(Dataset entries)
————————
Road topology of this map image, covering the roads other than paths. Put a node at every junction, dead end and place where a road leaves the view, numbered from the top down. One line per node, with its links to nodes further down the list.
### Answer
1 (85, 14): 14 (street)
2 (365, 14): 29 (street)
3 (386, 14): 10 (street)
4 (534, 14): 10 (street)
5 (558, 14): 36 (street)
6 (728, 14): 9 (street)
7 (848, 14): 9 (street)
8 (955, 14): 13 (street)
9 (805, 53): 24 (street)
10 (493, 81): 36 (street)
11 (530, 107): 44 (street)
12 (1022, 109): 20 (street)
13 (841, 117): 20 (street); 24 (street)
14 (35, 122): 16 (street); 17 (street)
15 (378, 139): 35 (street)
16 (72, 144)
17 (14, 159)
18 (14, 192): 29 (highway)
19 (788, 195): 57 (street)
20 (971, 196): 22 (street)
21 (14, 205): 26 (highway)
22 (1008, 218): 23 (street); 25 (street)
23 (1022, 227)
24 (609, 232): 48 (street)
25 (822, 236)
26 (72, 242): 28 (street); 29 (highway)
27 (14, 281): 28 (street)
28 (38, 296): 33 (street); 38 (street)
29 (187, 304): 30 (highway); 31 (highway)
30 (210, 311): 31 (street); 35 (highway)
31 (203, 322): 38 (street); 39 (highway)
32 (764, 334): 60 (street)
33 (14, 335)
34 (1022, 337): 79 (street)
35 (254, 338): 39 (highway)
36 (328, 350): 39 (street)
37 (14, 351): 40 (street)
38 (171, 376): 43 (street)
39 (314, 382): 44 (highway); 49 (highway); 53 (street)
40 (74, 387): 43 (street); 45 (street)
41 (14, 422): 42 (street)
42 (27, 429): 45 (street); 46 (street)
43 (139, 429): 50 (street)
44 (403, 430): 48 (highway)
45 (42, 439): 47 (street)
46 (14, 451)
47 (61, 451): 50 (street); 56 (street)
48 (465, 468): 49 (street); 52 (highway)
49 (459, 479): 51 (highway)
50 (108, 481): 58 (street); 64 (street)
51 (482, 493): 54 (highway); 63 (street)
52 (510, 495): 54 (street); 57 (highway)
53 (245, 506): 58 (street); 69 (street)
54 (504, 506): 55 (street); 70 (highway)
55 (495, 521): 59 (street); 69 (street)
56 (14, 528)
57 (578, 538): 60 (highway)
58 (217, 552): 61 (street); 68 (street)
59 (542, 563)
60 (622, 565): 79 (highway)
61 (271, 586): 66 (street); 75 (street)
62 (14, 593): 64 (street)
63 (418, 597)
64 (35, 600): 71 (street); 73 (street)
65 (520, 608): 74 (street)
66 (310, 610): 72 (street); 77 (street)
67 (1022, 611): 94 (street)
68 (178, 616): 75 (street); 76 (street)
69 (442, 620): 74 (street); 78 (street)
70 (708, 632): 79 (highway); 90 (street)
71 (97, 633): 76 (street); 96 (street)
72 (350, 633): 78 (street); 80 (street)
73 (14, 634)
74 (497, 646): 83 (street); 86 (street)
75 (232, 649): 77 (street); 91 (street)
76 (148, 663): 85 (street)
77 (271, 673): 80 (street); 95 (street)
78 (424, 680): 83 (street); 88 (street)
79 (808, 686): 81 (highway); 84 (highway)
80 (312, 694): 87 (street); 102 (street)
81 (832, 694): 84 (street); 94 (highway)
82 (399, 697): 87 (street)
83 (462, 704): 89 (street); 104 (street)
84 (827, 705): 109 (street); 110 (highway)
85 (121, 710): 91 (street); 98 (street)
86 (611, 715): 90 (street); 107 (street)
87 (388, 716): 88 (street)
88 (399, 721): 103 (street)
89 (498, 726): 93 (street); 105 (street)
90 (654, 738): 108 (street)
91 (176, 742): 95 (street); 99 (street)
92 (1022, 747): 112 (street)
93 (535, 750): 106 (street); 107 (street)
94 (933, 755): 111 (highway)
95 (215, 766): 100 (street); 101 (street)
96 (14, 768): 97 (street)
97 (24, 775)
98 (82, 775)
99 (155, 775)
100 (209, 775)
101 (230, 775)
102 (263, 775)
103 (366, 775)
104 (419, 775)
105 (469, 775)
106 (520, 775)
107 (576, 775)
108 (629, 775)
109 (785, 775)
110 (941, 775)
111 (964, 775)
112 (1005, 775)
————————
WHAT THE TASK REQUIRES: The reply should consist of all the records, repeated exactly.

SOLUTION TO THE PROBLEM:
Road topology of this map image, covering the roads other than paths. Put a node at every junction, dead end and place where a road leaves the view, numbered from the top down. One line per node, with its links to nodes further down the list.
### Answer
1 (85, 14): 14 (street)
2 (365, 14): 29 (street)
3 (386, 14): 10 (street)
4 (534, 14): 10 (street)
5 (558, 14): 36 (street)
6 (728, 14): 9 (street)
7 (848, 14): 9 (street)
8 (955, 14): 13 (street)
9 (805, 53): 24 (street)
10 (493, 81): 36 (street)
11 (530, 107): 44 (street)
12 (1022, 109): 20 (street)
13 (841, 117): 20 (street); 24 (street)
14 (35, 122): 16 (street); 17 (street)
15 (378, 139): 35 (street)
16 (72, 144)
17 (14, 159)
18 (14, 192): 29 (highway)
19 (788, 195): 57 (street)
20 (971, 196): 22 (street)
21 (14, 205): 26 (highway)
22 (1008, 218): 23 (street); 25 (street)
23 (1022, 227)
24 (609, 232): 48 (street)
25 (822, 236)
26 (72, 242): 28 (street); 29 (highway)
27 (14, 281): 28 (street)
28 (38, 296): 33 (street); 38 (street)
29 (187, 304): 30 (highway); 31 (highway)
30 (210, 311): 31 (street); 35 (highway)
31 (203, 322): 38 (street); 39 (highway)
32 (764, 334): 60 (street)
33 (14, 335)
34 (1022, 337): 79 (street)
35 (254, 338): 39 (highway)
36 (328, 350): 39 (street)
37 (14, 351): 40 (street)
38 (171, 376): 43 (street)
39 (314, 382): 44 (highway); 49 (highway); 53 (street)
40 (74, 387): 43 (street); 45 (street)
41 (14, 422): 42 (street)
42 (27, 429): 45 (street); 46 (street)
43 (139, 429): 50 (street)
44 (403, 430): 48 (highway)
45 (42, 439): 47 (street)
46 (14, 451)
47 (61, 451): 50 (street); 56 (street)
48 (465, 468): 49 (street); 52 (highway)
49 (459, 479): 51 (highway)
50 (108, 481): 58 (street); 64 (street)
51 (482, 493): 54 (highway); 63 (street)
52 (510, 495): 54 (street); 57 (highway)
53 (245, 506): 58 (street); 69 (street)
54 (504, 506): 55 (street); 70 (highway)
55 (495, 521): 59 (street); 69 (street)
56 (14, 528)
57 (578, 538): 60 (highway)
58 (217, 552): 61 (street); 68 (street)
59 (542, 563)
60 (622, 565): 79 (highway)
61 (271, 586): 66 (street); 75 (street)
62 (14, 593): 64 (street)
63 (418, 597)
64 (35, 600): 71 (street); 73 (street)
65 (520, 608): 74 (street)
66 (310, 610): 72 (street); 77 (street)
67 (1022, 611): 94 (street)
68 (178, 616): 75 (street); 76 (street)
69 (442, 620): 74 (street); 78 (street)
70 (708, 632): 79 (highway); 90 (street)
71 (97, 633): 76 (street); 96 (street)
72 (350, 633): 78 (street); 80 (street)
73 (14, 634)
74 (497, 646): 83 (street); 86 (street)
75 (232, 649): 77 (street); 91 (street)
76 (148, 663): 85 (street)
77 (271, 673): 80 (street); 95 (street)
78 (424, 680): 83 (street); 88 (street)
79 (808, 686): 81 (highway); 84 (highway)
80 (312, 694): 87 (street); 102 (street)
81 (832, 694): 84 (street); 94 (highway)
82 (399, 697): 87 (street)
83 (462, 704): 89 (street); 104 (street)
84 (827, 705): 109 (street); 110 (highway)
85 (121, 710): 91 (street); 98 (street)
86 (611, 715): 90 (street); 107 (street)
87 (388, 716): 88 (street)
88 (399, 721): 103 (street)
89 (498, 726): 93 (street); 105 (street)
90 (654, 738): 108 (street)
91 (176, 742): 95 (street); 99 (street)
92 (1022, 747): 112 (street)
93 (535, 750): 106 (street); 107 (street)
94 (933, 755): 111 (highway)
95 (215, 766): 100 (street); 101 (street)
96 (14, 768): 97 (street)
97 (24, 775)
98 (82, 775)
99 (155, 775)
100 (209, 775)
101 (230, 775)
102 (263, 775)
103 (366, 775)
104 (419, 775)
105 (469, 775)
106 (520, 775)
107 (576, 775)
108 (629, 775)
109 (785, 775)
110 (941, 775)
111 (964, 775)
112 (1005, 775)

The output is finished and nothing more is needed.